Member of the Kerala Legislative Assembly
- Incumbent
- Assumed office May 2026
- Preceded by: N. Jayaraj
- Constituency: Kanjirappally

Personal details
- Born: Rony K. Baby 1977 (age 48–49) Kottayam district, Kerala, India
- Party: Indian National Congress
- Parent: Mathew Joseph (father);
- Education: Post Graduate (MA, B.Ed)
- Alma mater: University of Hyderabad
- Occupation: Assistant Professor, Politician

= Rony K Baby =

Indian politician and academic

Rony Kunnel Baby is an Indian politician and academic serving as the member of the legislative assembly (MLA) for the Kanjirappally constituency in the 16th Kerala Assembly. A member of the Indian National Congress, he was elected in the 2026 Kerala Legislative Assembly election, defeating the incumbent representative from the KC(M).

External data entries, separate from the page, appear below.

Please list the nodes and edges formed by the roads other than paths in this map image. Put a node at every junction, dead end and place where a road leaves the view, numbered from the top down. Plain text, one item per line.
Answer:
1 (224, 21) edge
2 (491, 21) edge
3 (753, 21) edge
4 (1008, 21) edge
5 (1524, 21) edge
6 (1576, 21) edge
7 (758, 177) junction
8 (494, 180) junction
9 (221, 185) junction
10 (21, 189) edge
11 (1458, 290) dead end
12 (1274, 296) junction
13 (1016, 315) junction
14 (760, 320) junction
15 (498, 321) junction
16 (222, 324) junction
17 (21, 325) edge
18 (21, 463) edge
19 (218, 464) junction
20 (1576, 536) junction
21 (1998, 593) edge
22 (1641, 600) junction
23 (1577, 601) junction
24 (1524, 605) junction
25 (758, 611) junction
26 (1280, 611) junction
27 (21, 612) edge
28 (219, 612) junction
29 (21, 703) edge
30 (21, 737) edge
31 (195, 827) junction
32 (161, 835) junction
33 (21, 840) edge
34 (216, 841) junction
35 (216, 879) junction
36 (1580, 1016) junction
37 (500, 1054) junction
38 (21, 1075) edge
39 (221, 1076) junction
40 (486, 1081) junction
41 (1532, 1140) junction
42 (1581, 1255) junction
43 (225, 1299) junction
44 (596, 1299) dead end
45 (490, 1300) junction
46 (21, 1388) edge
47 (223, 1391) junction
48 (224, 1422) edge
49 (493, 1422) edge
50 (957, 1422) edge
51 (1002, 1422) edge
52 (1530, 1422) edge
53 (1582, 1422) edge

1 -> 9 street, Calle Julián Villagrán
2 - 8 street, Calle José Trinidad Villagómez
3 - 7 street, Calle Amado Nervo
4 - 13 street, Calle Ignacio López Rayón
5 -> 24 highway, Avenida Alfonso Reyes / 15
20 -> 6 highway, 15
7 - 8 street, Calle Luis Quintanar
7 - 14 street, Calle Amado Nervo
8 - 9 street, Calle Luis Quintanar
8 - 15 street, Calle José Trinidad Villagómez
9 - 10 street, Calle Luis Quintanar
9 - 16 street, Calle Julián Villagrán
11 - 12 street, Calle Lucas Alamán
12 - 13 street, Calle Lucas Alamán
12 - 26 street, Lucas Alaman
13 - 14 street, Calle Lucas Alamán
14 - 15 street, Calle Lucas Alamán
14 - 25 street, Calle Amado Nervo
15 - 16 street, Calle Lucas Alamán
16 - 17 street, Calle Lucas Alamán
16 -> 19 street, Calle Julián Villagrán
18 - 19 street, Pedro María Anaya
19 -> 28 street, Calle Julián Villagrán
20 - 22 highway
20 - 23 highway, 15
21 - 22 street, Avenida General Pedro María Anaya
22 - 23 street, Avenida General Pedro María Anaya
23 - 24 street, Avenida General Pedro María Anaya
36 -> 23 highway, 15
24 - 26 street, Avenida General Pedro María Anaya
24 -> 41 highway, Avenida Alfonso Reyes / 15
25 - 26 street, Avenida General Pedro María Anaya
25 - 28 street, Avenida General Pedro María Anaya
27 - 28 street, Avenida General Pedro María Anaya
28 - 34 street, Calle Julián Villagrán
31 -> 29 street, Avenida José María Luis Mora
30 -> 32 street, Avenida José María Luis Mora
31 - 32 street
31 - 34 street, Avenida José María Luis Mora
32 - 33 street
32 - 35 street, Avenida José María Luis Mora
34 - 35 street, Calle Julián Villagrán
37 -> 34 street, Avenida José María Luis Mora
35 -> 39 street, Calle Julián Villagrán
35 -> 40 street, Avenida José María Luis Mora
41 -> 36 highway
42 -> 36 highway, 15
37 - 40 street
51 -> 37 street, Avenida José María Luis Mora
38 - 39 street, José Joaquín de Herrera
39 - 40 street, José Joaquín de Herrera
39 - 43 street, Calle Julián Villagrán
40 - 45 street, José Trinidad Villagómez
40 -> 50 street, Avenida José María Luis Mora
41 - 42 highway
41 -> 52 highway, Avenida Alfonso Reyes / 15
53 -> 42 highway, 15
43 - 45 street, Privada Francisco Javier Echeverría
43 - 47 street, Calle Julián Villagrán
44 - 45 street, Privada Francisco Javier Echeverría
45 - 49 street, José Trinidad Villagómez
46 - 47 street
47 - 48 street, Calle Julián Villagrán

== Early life and education ==
Rony K Baby was born in the Kottayam district of Kerala. He pursued a career in academia after completing his post-graduation and B.Ed. Before entering active electoral politics, he served as an assistant professor. He was an active member of the Kerala Students Union (KSU) and the Indian Youth Congress during his student years.

== Political career ==
In the 2026 Kerala Assembly elections, Rony ran in the election for the Kanjirappally constituency, a seat that had been held by the Kerala Congress (M) for several terms. His campaign focused on the issues of rubber farmers, healthcare infrastructure, and the development of the high-range regions of Kottayam.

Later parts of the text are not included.